Many implementations of the technology disclosed allows interleaving of the third-party elements (or third-party applications) that are rendered in HTML with first-party elements using so called “cutouts” in the canvas. Some implementations involve creating a cutout in the canvas for each third-party element that is rendered below the canvas surface. The cutout allows a third-party application to receive input from the user while being rendered below the canvas surface. Therefore, the technology disclosed does not require the third-party applications to be rendered above the canvas surface when in active mode. In one implementation, the technology disclosed allows multiple cutouts in the canvas surface for allowing multiple third-party applications positioned below the canvas surface. Additional implementations of the technology disclosed include logic to maintain a stacking order amongst the third-party applications positioned below the canvas surface and first-party content positioned in/on the canvas. The technology disclosed therefore, allows the users to add first-party content on the third-party content displayed by the third-party applications. In many implementations, the technology disclosed also includes logic to maintain a stacking order for all first-party content rendered on the canvas surface. Therefore, said implementations allow the whiteboard-based collaboration systems to easily incorporate any third-party application in the workspace without requiring any changes to the third-party application or without requiring the need for developing a new version of the third-party application using the first-party development framework. Therefore, the technology disclosed not only solves an important interaction problem with third-party applications in a whiteboarding session, but it also opens the inclusion of a large number of third-party applications into whiteboarding sessions without requiring any re-engineering or re-development of the third-party applications.

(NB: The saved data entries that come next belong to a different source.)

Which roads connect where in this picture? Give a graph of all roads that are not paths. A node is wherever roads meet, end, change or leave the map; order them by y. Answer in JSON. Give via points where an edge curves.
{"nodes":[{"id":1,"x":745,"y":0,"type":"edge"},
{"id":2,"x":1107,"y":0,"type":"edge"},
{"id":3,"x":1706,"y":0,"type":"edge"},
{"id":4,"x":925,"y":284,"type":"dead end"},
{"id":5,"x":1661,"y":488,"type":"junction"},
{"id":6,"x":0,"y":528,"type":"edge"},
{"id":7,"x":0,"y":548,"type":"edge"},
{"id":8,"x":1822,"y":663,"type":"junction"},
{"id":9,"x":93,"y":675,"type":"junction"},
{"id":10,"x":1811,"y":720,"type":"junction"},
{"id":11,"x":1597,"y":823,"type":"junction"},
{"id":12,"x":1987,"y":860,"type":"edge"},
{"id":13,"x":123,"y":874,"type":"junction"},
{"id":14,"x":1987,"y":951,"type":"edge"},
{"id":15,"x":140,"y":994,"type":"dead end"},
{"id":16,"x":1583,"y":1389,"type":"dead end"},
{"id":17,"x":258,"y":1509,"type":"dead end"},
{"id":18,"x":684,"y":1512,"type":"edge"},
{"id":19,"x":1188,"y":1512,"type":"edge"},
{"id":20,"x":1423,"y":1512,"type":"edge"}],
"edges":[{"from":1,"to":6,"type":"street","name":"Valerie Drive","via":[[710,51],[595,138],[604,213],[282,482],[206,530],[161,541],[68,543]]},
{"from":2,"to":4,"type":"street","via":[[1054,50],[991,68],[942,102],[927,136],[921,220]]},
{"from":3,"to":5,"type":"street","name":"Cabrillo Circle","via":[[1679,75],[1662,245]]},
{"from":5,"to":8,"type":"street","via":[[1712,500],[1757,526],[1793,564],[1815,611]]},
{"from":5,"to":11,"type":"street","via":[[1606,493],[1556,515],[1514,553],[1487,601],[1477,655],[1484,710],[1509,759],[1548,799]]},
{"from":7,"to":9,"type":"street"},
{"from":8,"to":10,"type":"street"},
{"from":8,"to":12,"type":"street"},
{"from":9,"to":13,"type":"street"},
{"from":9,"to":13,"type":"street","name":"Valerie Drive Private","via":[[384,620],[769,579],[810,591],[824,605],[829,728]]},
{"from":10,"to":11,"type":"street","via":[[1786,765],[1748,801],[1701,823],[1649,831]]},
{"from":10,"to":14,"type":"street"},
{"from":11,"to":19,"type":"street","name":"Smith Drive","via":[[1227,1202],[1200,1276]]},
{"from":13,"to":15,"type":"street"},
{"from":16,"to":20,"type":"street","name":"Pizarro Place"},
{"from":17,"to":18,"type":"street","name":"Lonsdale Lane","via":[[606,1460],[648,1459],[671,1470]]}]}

The collaboration system of FIG. 1 can further include a cutout engine (not shown in FIG. 1) in some implementations. The operations of the cutout engine described below can be performed independently from the generative AI model, or in dependence upon the generative AI model when the digital asset(s)/element(s) associated with the operations are being created or modified by the generative AI model. For example, if an existing third-party application digital asset within a workspace is modified or re-positioned within the virtual workspace, the generative AI can also autonomously trigger the cutout engine to update a cutout associated with the asset within the workspace.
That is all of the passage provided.